Roman historian Livy mentioned the Fanum Voltumnae five times in his works and indicated "...apud Volsinios..." as the place where the shrine was located. Modern historians have been looking for the Fanum since at least the 15th century but the exact location of the shrine is still unknown, though it may have been in an area near modern Orvieto, believed by many to be the ancient Volsinii.  Livy describes the meetings that took place at the Fanum between Etruscan leaders. Livy refers in particular to a meeting in which two groups applied to assist the city of Veii in a war it was waging. The council's answer was no, because Veii had declared war without first notifying it. Livy also says that Roman merchants who travelled to a huge fair attached to the meeting acted as spies, reporting back on Etruscan affairs to authorities in the city-state of Rome. Livy was alone in mentioning the god Voltumna, whereas Marcus Terentius Varro indicated a god-prince of Etruria. The Latin elegiac poet Propertius writes of an Etruscan god taken to Rome from Velzna (the town of Orvieto).
That the Fanum was somewhere in central Italy in the area between Orvieto and Viterbo is probable enough, but as Livy gave no clue to its locality, and as no inscriptions have thrown light on the subject, at the current time it can be but pure conjecture to assign to it this or that particular site.

Hypotheses

Orvieto
The most credited hypothesis places the shrine in Orvieto. The Urbs Vetus of the Middle Ages is identified with the Etruscan Velzna by scholars, the Latin Volsinii, conquered by the Romans in 264 BC. Livy, Pliny, Florus, Horace, Metrodorus of Scepsis, all belonging to the 2nd century BC, clearly speak of ancient Volsinii, but never in relation to the Fanum Voltumnae. In the late 19th-century archaeologists uncovered parts of the walls and found large quantities of earthenware, and based on these findings in 1930s the archeologist Geralberto Buccolini set out the hypothesis that the Fanum was situated at the foot of Orvieto's tuff In particular, the Temple of Belvedere was discovered and identified as the Temple of Nortia.
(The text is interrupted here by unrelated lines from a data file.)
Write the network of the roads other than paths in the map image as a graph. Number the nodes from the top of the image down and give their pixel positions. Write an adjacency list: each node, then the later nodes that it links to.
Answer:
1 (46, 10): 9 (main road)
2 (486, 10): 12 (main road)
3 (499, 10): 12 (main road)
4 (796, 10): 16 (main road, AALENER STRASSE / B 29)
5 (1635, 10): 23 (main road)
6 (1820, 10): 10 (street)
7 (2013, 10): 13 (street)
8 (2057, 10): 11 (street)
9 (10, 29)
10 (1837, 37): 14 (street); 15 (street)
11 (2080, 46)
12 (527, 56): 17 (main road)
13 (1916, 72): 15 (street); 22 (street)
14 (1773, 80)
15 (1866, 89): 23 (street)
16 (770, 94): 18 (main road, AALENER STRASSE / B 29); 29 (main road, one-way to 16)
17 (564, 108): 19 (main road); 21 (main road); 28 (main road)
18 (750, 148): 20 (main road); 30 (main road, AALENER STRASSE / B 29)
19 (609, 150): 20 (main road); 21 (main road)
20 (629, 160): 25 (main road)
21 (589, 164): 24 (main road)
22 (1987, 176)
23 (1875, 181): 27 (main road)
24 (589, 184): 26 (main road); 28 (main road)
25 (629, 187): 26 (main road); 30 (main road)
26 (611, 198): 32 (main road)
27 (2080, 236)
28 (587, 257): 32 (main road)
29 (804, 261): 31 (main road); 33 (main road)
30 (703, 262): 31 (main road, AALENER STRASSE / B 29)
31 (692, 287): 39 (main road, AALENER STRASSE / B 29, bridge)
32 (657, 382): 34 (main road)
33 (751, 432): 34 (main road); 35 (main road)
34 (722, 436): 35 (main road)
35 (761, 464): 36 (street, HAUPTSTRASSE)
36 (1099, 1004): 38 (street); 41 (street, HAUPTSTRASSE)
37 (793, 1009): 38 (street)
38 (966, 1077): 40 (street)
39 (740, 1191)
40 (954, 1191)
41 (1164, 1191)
In September 2006, Simonetta Stopponi, professor of Italic Archaeology and Etruscology at Macerata University (Italy), after extensive digs (begun in 2000 and financed by the Monte dei Paschi di Siena Bank, with ministerial permission) at a site near the hill town of Orvieto (esplanade Arcone, former Campo della Fiera, smallholding Giardino della Regina) announced that the site at the feet of the Umbrian town probably was the location of the Fanum Voltumnae. "It has all the characteristics of a very important shrine, and of that shrine in particular" she said.
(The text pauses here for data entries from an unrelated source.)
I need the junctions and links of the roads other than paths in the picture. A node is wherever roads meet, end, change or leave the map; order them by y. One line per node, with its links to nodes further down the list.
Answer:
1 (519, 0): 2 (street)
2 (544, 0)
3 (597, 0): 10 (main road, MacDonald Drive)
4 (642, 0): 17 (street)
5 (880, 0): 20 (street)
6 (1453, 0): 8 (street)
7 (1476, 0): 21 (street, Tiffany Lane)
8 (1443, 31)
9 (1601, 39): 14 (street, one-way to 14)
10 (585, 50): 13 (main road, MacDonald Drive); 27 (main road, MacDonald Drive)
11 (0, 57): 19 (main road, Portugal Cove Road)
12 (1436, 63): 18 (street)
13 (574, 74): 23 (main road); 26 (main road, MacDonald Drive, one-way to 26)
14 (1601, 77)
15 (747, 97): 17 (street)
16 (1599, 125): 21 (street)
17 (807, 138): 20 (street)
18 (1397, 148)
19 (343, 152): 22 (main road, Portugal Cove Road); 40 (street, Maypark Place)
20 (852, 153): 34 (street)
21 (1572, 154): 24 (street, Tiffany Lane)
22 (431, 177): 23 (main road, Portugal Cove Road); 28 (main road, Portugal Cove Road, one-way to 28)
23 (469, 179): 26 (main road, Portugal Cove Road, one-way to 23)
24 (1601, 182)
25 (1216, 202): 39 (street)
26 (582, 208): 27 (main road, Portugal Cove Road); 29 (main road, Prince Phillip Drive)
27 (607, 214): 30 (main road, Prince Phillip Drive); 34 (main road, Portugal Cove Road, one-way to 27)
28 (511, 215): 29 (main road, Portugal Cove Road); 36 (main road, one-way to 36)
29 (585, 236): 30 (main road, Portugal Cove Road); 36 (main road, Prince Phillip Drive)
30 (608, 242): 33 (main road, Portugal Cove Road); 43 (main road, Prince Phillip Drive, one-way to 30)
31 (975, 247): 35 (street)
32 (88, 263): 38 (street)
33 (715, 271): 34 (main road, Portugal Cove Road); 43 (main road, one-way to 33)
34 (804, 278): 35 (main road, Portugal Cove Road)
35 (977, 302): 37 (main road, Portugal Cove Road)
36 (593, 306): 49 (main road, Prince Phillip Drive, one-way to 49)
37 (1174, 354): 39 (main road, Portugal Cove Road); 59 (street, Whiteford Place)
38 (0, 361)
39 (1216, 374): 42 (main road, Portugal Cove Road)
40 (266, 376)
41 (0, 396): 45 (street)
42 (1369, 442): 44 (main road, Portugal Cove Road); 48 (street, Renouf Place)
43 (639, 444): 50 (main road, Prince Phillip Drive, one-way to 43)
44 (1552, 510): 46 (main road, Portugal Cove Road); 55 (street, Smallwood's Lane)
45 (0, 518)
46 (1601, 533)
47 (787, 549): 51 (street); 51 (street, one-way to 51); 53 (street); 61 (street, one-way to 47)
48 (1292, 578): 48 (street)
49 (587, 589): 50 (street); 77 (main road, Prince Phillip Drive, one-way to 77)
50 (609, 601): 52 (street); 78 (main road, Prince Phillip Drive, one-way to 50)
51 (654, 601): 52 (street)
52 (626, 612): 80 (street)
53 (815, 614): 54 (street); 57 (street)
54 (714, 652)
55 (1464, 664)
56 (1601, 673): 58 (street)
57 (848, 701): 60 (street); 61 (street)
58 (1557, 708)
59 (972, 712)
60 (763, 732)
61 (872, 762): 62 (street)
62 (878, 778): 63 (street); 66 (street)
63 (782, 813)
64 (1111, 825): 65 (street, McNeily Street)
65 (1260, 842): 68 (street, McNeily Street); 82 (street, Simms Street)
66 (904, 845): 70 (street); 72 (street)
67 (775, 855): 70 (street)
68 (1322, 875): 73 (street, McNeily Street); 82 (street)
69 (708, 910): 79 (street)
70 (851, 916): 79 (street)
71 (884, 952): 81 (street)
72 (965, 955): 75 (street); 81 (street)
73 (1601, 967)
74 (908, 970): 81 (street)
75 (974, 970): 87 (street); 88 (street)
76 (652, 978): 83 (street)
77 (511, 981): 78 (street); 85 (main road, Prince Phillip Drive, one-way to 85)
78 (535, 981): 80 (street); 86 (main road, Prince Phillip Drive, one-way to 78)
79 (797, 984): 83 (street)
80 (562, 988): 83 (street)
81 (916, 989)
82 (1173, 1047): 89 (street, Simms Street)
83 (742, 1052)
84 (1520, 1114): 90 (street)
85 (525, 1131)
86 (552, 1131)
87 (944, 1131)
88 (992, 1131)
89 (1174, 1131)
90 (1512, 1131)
Listing some of those characteristics, she mentioned "the scale of the construction, its intricate structure and layout, the presence of wells and fountains and the central temple building".

Structures of various periods have been identified, distributed over a very large area (a retaining wall in polygonal masonry, a paved street, etc.), and many fragments of architectural terracottas have been recovered (among which are some similar to those in Berlin), datable from Late Archaic period to Hellenistic times. Also supporting the claim that this is the Fanum Voltumnae is the fact that the area was used continuously for religious purposes right from the 6th century BC up to the 15th century. Roman temples were built on it in later centuries and the last church was erected there in the 12th century.
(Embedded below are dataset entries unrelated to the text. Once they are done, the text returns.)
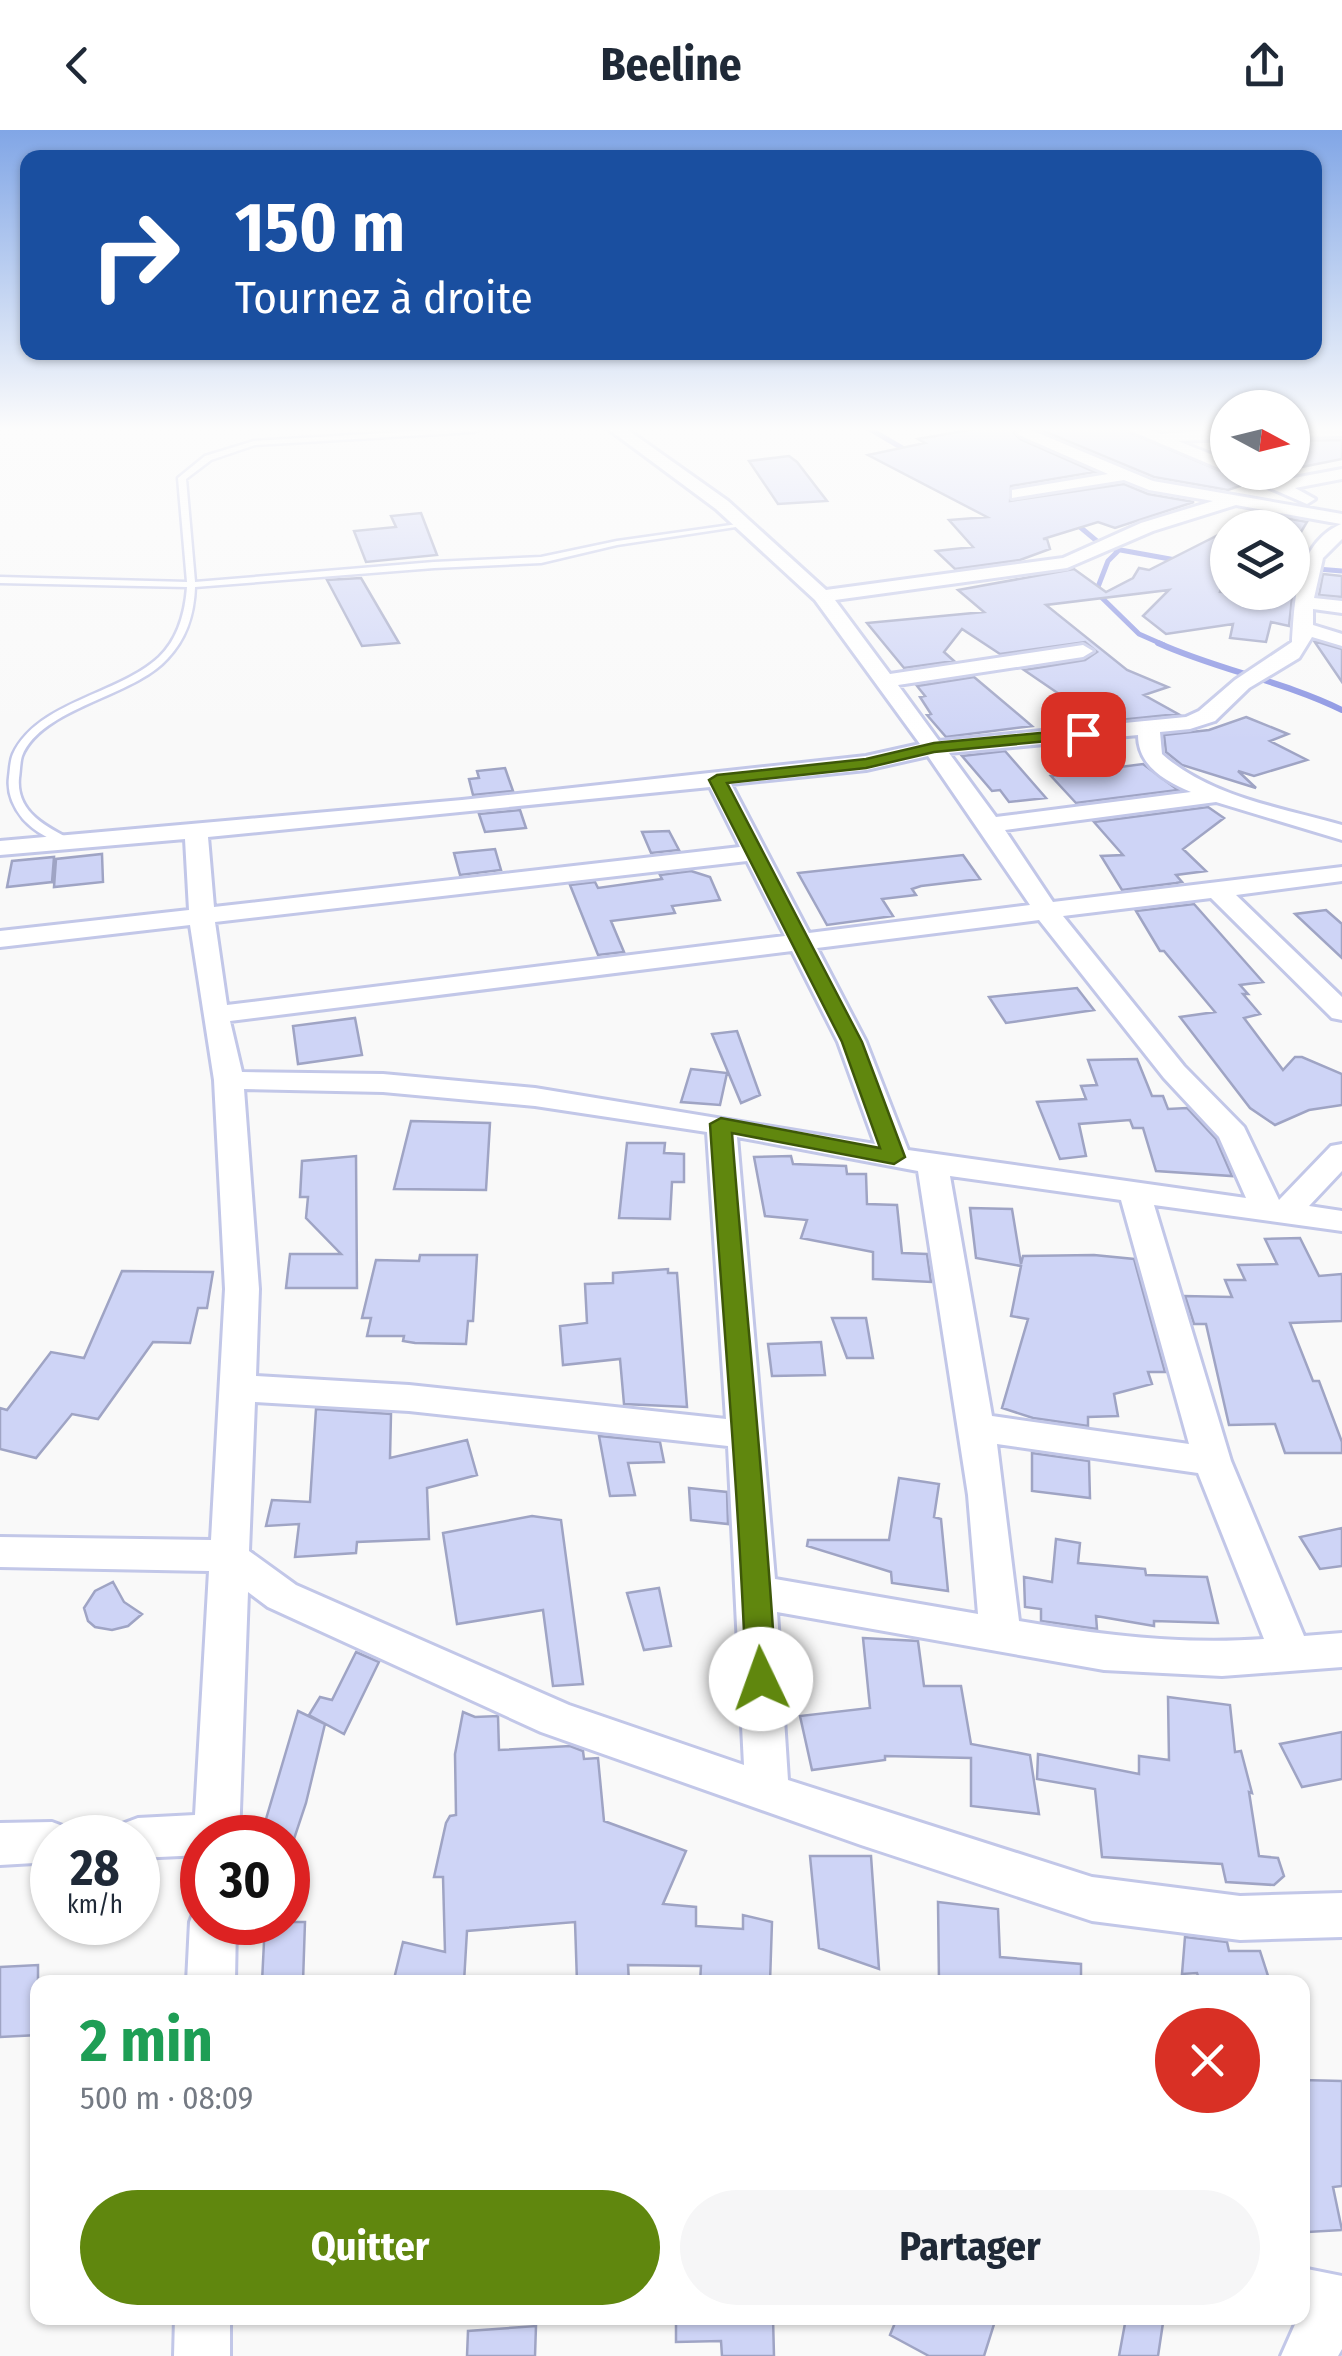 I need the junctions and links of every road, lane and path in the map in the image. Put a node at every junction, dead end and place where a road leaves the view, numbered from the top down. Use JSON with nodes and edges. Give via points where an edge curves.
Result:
{"nodes":[{"id":1,"x":187,"y":532,"type":"edge"},
{"id":2,"x":699,"y":532,"type":"edge"},
{"id":3,"x":752,"y":532,"type":"edge"},
{"id":4,"x":1136,"y":532,"type":"edge"},
{"id":5,"x":1339,"y":532,"type":"edge"},
{"id":6,"x":1310,"y":575,"type":"edge"},
{"id":7,"x":0,"y":580,"type":"edge"},
{"id":8,"x":192,"y":585,"type":"junction"},
{"id":9,"x":822,"y":596,"type":"junction"},
{"id":10,"x":1310,"y":603,"type":"edge"},
{"id":11,"x":1342,"y":607,"type":"edge"},
{"id":12,"x":1304,"y":610,"type":"edge"},
{"id":13,"x":1305,"y":630,"type":"junction"},
{"id":14,"x":1342,"y":640,"type":"edge"},
{"id":15,"x":1084,"y":651,"type":"dead end"},
{"id":16,"x":886,"y":681,"type":"junction"},
{"id":17,"x":1148,"y":728,"type":"junction"},
{"id":18,"x":934,"y":748,"type":"junction"},
{"id":19,"x":717,"y":780,"type":"junction"},
{"id":20,"x":1223,"y":795,"type":"junction"},
{"id":21,"x":990,"y":824,"type":"junction"},
{"id":22,"x":196,"y":830,"type":"junction"},
{"id":23,"x":1342,"y":833,"type":"edge"},
{"id":24,"x":66,"y":841,"type":"junction"},
{"id":25,"x":0,"y":848,"type":"edge"},
{"id":26,"x":752,"y":853,"type":"junction"},
{"id":27,"x":1342,"y":874,"type":"edge"},
{"id":28,"x":1218,"y":892,"type":"junction"},
{"id":29,"x":1048,"y":914,"type":"junction"},
{"id":30,"x":202,"y":919,"type":"junction"},
{"id":31,"x":0,"y":940,"type":"edge"},
{"id":32,"x":799,"y":944,"type":"junction"},
{"id":33,"x":1342,"y":1012,"type":"edge"},
{"id":34,"x":215,"y":1015,"type":"junction"},
{"id":35,"x":229,"y":1080,"type":"junction"},
{"id":36,"x":721,"y":1124,"type":"junction"},
{"id":37,"x":1342,"y":1153,"type":"edge"},
{"id":38,"x":894,"y":1157,"type":"junction"},
{"id":39,"x":932,"y":1164,"type":"junction"},
{"id":40,"x":1135,"y":1194,"type":"junction"},
{"id":41,"x":1277,"y":1211,"type":"junction"},
{"id":42,"x":1342,"y":1221,"type":"edge"},
{"id":43,"x":237,"y":1388,"type":"junction"},
{"id":44,"x":974,"y":1427,"type":"junction"},
{"id":45,"x":743,"y":1434,"type":"junction"},
{"id":46,"x":1212,"y":1461,"type":"junction"},
{"id":47,"x":0,"y":1552,"type":"edge"},
{"id":48,"x":227,"y":1556,"type":"junction"},
{"id":49,"x":756,"y":1592,"type":"junction"},
{"id":50,"x":1000,"y":1637,"type":"junction"},
{"id":51,"x":1342,"y":1650,"type":"edge"},
{"id":52,"x":1291,"y":1655,"type":"junction"},
{"id":53,"x":767,"y":1791,"type":"junction"},
{"id":54,"x":217,"y":1815,"type":"edge"},
{"id":55,"x":30,"y":1843,"type":"edge"},
{"id":56,"x":0,"y":1844,"type":"edge"},
{"id":57,"x":1342,"y":1915,"type":"edge"},
{"id":58,"x":212,"y":1945,"type":"edge"},
{"id":59,"x":211,"y":1975,"type":"edge"},
{"id":60,"x":1327,"y":2300,"type":"edge"},
{"id":61,"x":203,"y":2325,"type":"edge"},
{"id":62,"x":202,"y":2356,"type":"edge"},
{"id":63,"x":1310,"y":2356,"type":"edge"}],
"edges":[{"from":1,"to":8,"type":"lane"},
{"from":2,"to":8,"type":"lane","via":[[564,558]]},
{"from":3,"to":9,"type":"street"},
{"from":4,"to":9,"type":"street","via":[[1067,563]]},
{"from":5,"to":6,"type":"street","via":[[1314,557]]},
{"from":7,"to":8,"type":"lane"},
{"from":8,"to":24,"type":"lane","via":[[180,637],[158,663],[36,728],[19,746],[13,788],[22,812],[32,825]]},
{"from":9,"to":16,"type":"street"},
{"from":10,"to":11,"type":"street"},
{"from":12,"to":13,"type":"street"},
{"from":13,"to":14,"type":"street"},
{"from":13,"to":17,"type":"street","via":[[1292,654],[1206,716]]},
{"from":15,"to":16,"type":"street"},
{"from":16,"to":18,"type":"street"},
{"from":17,"to":18,"type":"street"},
{"from":17,"to":20,"type":"street","via":[[1154,758],[1184,781]]},
{"from":18,"to":19,"type":"street"},
{"from":18,"to":21,"type":"street"},
{"from":19,"to":22,"type":"street"},
{"from":19,"to":26,"type":"street"},
{"from":20,"to":21,"type":"street"},
{"from":20,"to":23,"type":"street"},
{"from":21,"to":29,"type":"street"},
{"from":22,"to":24,"type":"street"},
{"from":22,"to":30,"type":"street"},
{"from":24,"to":25,"type":"street"},
{"from":26,"to":30,"type":"street"},
{"from":26,"to":32,"type":"street"},
{"from":27,"to":28,"type":"street"},
{"from":28,"to":29,"type":"street"},
{"from":28,"to":33,"type":"street"},
{"from":29,"to":32,"type":"street"},
{"from":29,"to":41,"type":"street","via":[[1174,1072],[1233,1134]]},
{"from":30,"to":31,"type":"street"},
{"from":30,"to":34,"type":"street"},
{"from":32,"to":34,"type":"street"},
{"from":32,"to":38,"type":"street","via":[[852,1042]]},
{"from":34,"to":35,"type":"street"},
{"from":35,"to":36,"type":"street","via":[[472,1089]]},
{"from":35,"to":43,"type":"street","via":[[242,1288]]},
{"from":36,"to":38,"type":"street"},
{"from":36,"to":45,"type":"street"},
{"from":37,"to":41,"type":"street"},
{"from":38,"to":39,"type":"street"},
{"from":39,"to":40,"type":"street"},
{"from":39,"to":44,"type":"street"},
{"from":40,"to":41,"type":"street"},
{"from":40,"to":46,"type":"street"},
{"from":41,"to":42,"type":"street"},
{"from":43,"to":45,"type":"street","via":[[409,1398]]},
{"from":43,"to":48,"type":"street"},
{"from":44,"to":46,"type":"street"},
{"from":44,"to":50,"type":"street"},
{"from":45,"to":49,"type":"street"},
{"from":46,"to":52,"type":"street"},
{"from":47,"to":48,"type":"street"},
{"from":48,"to":53,"type":"street","via":[[282,1596],[556,1719]]},
{"from":48,"to":54,"type":"street"},
{"from":49,"to":50,"type":"street"},
{"from":49,"to":53,"type":"street"},
{"from":50,"to":52,"type":"street","via":[[1104,1653]]},
{"from":51,"to":52,"type":"street"},
{"from":53,"to":57,"type":"street","via":[[1092,1899],[1240,1918]]},
{"from":55,"to":56,"type":"street"},
{"from":58,"to":59,"type":"street"},
{"from":60,"to":63,"type":"street"},
{"from":61,"to":62,"type":"street"}]}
In November 2014, archaeologist Simonetta Stopponi announced finding a polychrome terracotta male head of an Etruscan god in the area of Orvieto. "The head is very nice and well kept," said Stopponi, "An important discovery as well as that of the temple" that measures . A main temple and a sacred way have also been excavated.

Bagnoregio
Some modern scholars have hypothesized that the location of Fanum Voltumnae was at Bagnoregio (probably on the hill of Civita di Bagnoregio), past possession of Orvieto and Etruscan walled town.

Tuscania
Before the discoveries in the Orvieto area, the archaeological site of Guado Cinto, a necropolis including the Tomb of the Queen near Tuscania, was one of the most credited locations of Fanum Voltumnae.

Viterbo
This hypothesis, presented in the 1950s by Mario Signorelli (1905–1990), an Italian music teacher, identified the sacred wood of the Etruscans in the peripheral areas of Viterbo named Riello and Macchia grande. This area was central to the sacred wood, protected by four guardian towns which prevented it from being disclosed to the profane. The four towns were: Ferente (i.e. Ferentium), Axia (i.e. Castel d'Asso), Vrcle (Orcla, the centre of today's Norchia), Luserna (i.e. Musarna). The works of Signorelli followed the writings of the fifteenth-century forger and friar of the Dominican order Annio da Viterbo (1432–1502), who devoted his life to collecting legends and traditions ascribed to the Etruscans, and to inventing documents to support his histories.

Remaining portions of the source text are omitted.